Giants Veteran Already Drawing Doubts In A Secondary That Needs Answers

Greg Newsome II joins the Giants with a point to prove, as critics question his potential impact on the team's evolving defense.

Months after signing his deal, Greg Newsome II is finally a Giant, and the veteran cornerback is already drawing heat before he’s played a snap in New York.

Bleacher Report’s Moe Moton pegged Newsome as the Giants’ biggest bust for this season, a label that feels a little hard to square with the contract itself. New York gave the 26-year-old a one-year, $8 million deal early in free agency, including $3 million guaranteed and another $2 million available in incentives.

The move made sense on paper. Newsome split last season between the Browns and Jaguars, and the Giants are still very much a team in transition. A cornerback with 58 career starts can help a secondary, and nobody was asking him to arrive and look like a blend of Darrelle Revis and Patrick Surtain II.
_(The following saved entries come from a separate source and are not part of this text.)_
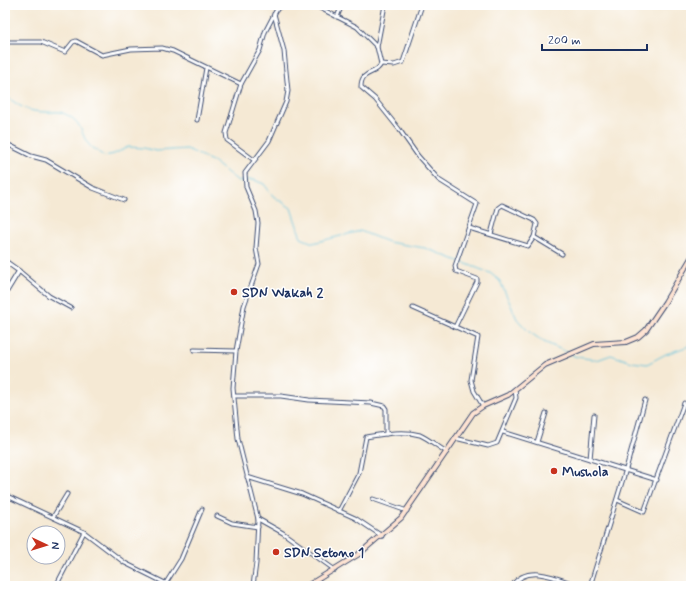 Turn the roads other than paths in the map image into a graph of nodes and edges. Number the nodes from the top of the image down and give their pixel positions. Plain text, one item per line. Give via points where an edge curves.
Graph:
1 (282, 5) edge
2 (314, 5) edge
3 (342, 5) edge
4 (385, 5) edge
5 (422, 5) edge
6 (274, 14) junction
7 (337, 17) junction
8 (5, 44) edge
9 (377, 47) junction
10 (381, 64) junction
11 (206, 68) junction
12 (241, 84) junction
13 (198, 120) dead end
14 (5, 143) edge
15 (254, 160) junction
16 (124, 200) dead end
17 (470, 228) junction
18 (491, 234) junction
19 (534, 238) junction
20 (562, 254) dead end
21 (691, 258) edge
22 (5, 261) edge
23 (19, 271) junction
24 (5, 294) edge
25 (71, 308) dead end
26 (413, 308) dead end
27 (455, 327) junction
28 (194, 350) dead end
29 (236, 351) junction
30 (515, 389) junction
31 (234, 396) junction
32 (645, 400) dead end
33 (684, 403) dead end
34 (483, 406) junction
35 (546, 413) dead end
36 (594, 415) dead end
37 (503, 432) junction
38 (386, 434) junction
39 (455, 438) junction
40 (537, 442) junction
41 (447, 452) junction
42 (590, 459) junction
43 (626, 469) junction
44 (247, 477) junction
45 (657, 480) junction
46 (67, 494) dead end
47 (5, 495) edge
48 (373, 499) dead end
49 (617, 500) junction
50 (202, 509) dead end
51 (339, 511) junction
52 (407, 511) junction
53 (217, 516) dead end
54 (53, 517) junction
55 (258, 519) junction
56 (258, 527) junction
57 (84, 532) junction
58 (382, 536) junction
59 (335, 570) junction
60 (165, 585) edge
61 (56, 586) edge
62 (171, 586) edge
63 (253, 586) edge
64 (307, 586) edge
65 (512, 586) edge
66 (578, 586) edge
67 (590, 586) edge

1 - 6 street
2 - 7 street
3 - 7 street
4 - 9 street
5 - 10 street via 403,62 394,65
6 - 12 street via 260,50
6 - 15 street via 284,51 288,91 277,126 261,154
7 - 9 street via 357,28
8 - 11 street via 41,42 65,52 76,41 99,54 108,56 131,49 162,48 173,50
9 - 10 street
10 - 17 street via 363,77 361,87 375,99 439,180 477,203
11 - 12 street
11 - 13 street
12 - 15 street via 225,137
14 - 16 street via 31,156 46,160 93,188
15 - 29 street via 247,168 244,178 258,223 256,248 259,264 244,306
17 - 18 street
17 - 27 street via 455,268 458,272 477,279 477,282
18 - 19 street via 528,246
18 - 19 street via 498,208 502,205 537,222
19 - 20 street
21 - 30 main road via 642,335 626,342 599,343 561,358 540,368
22 - 23 street
23 - 24 street
23 - 25 street via 49,296
26 - 27 street
27 - 34 street via 478,337 471,380
28 - 29 street
29 - 31 street
30 - 34 main road
30 - 37 street via 516,398
31 - 38 street via 281,396 380,405 386,409
31 - 44 street via 238,439
32 - 43 street
33 - 45 street
34 - 39 main road via 471,415
35 - 40 street
36 - 42 street
37 - 39 street via 497,443 490,446
37 - 40 street
38 - 41 street via 405,433 420,436
38 - 51 street via 365,439 359,473
39 - 41 main road
40 - 42 street
41 - 52 main road
42 - 43 street
43 - 45 street
43 - 49 street
44 - 51 street via 288,488
44 - 55 street
45 - 49 street via 644,513
46 - 54 street
47 - 54 street
48 - 52 street
49 - 67 street
50 - 60 street via 181,559
51 - 58 street
52 - 58 main road
53 - 56 street via 232,523
54 - 57 street
55 - 56 street
55 - 59 street via 284,533
56 - 63 street
57 - 60 street via 125,563
57 - 61 street
58 - 59 main road
59 - 64 main road
60 - 62 street
65 - 66 street via 525,574 536,573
That’s why the criticism lands so strangely. Cornerback was a need, but not one that demanded a first-round investment. Whether the Giants should have gone with Caleb Downs instead of Arvell Reese is a separate argument entirely.

Moton also pointed to cap space as a reason to question the signing, but that argument carries more weight when the money is much bigger than this. This was a modest commitment, not the kind of deal that should set off alarm bells.

He also said that, for the purposes of his list, “bust” applies to draft picks or veterans under the most pressure. By that standard, Newsome still feels like a reach. Kayvon Thibodeaux, Abdul Carter, and Darius Slayton would all seem to carry more weight in that conversation.

Odell Beckham Jr. might even have a stronger case than Newsome, if only because of how much attention the three-time Pro Bowler has gotten all offseason.

So yes, the Giants have heard the doubts before. This time, though, the target feels misplaced.